The seven-member Expedition 69 crew poses for a portrait during dinner time inside the International Space Station’s Unity module. From left are, Roscosmos cosmonaut Andrey Fedyaev; NASA astronauts Frank Rubio and Stephen Bowen; Roscosmos cosmonaut Sergey Prokopyev; UAE (United Arab Emirates) astronaut Sultan Alneyadi; Roscosmos cosmonaut Dmitri Petelin; and NASA astronaut Woody Hoburg.

Another busy day of Food Physiology science and station upgrades is underway today for the Expedition 69 crew on the International Space Station.
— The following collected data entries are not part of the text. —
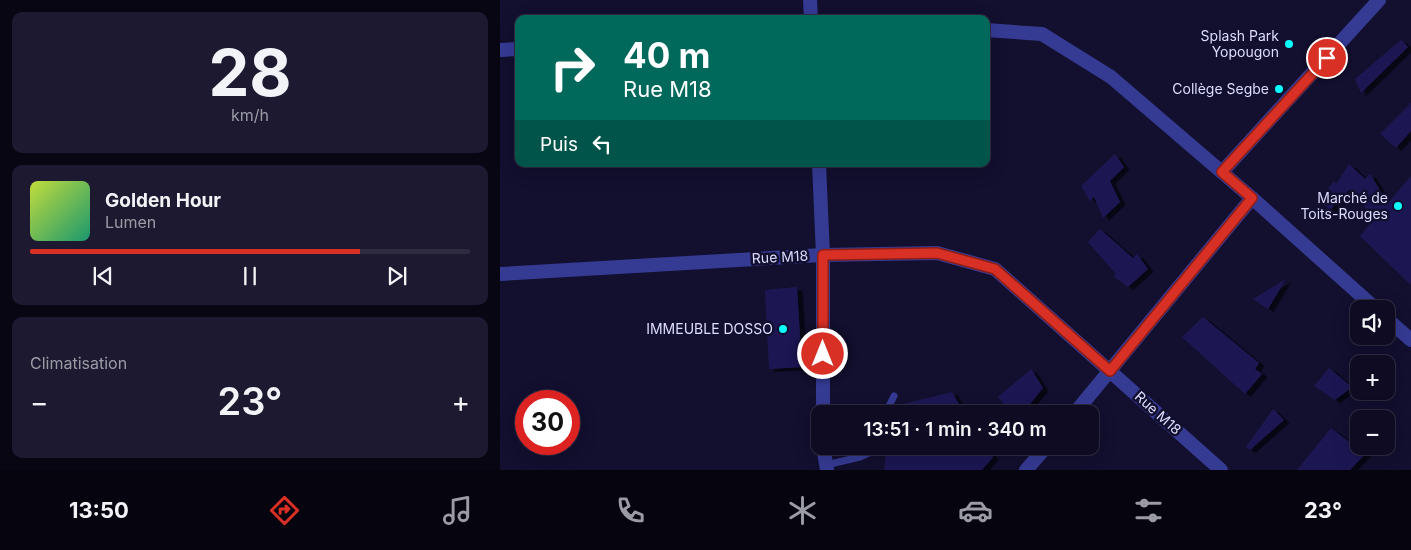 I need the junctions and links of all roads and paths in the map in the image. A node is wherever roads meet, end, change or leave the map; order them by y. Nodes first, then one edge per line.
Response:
1 (810, 0) edge
2 (1379, 0) edge
3 (811, 15) edge
4 (990, 30) edge
5 (515, 49) edge
6 (500, 50) edge
7 (819, 167) edge
8 (1222, 172) junction
9 (1252, 198) junction
10 (823, 255) junction
11 (500, 274) edge
12 (1366, 300) edge
13 (1395, 326) edge
14 (1411, 340) edge
15 (1110, 371) junction
16 (894, 396) dead end
17 (823, 405) edge
18 (890, 405) edge
19 (1082, 405) edge
20 (824, 455) edge
21 (865, 455) edge
22 (1039, 455) edge
23 (826, 468) edge
24 (1026, 470) edge
25 (1221, 470) edge

1 - 3 street
2 - 8 street
4 - 8 street
5 - 6 street
7 - 10 street
8 - 9 street
9 - 12 street
9 - 15 street
10 - 11 street, Rue M18
10 - 15 street, Rue M18
10 - 17 street
13 - 14 street
15 - 19 street
15 - 25 street, Rue M18
16 - 18 lane
20 - 23 street
21 - 23 lane
22 - 24 street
NASA Flight Engineer Frank Rubio spent most of his day continuing work for the Food Physiology investigation, collecting various samples and stowing them for future space and ground-based analysis, as well as processing samples taken earlier this week. This investigation is an ongoing series of experiments designed to understand the effects of spaceflight diet on astronauts.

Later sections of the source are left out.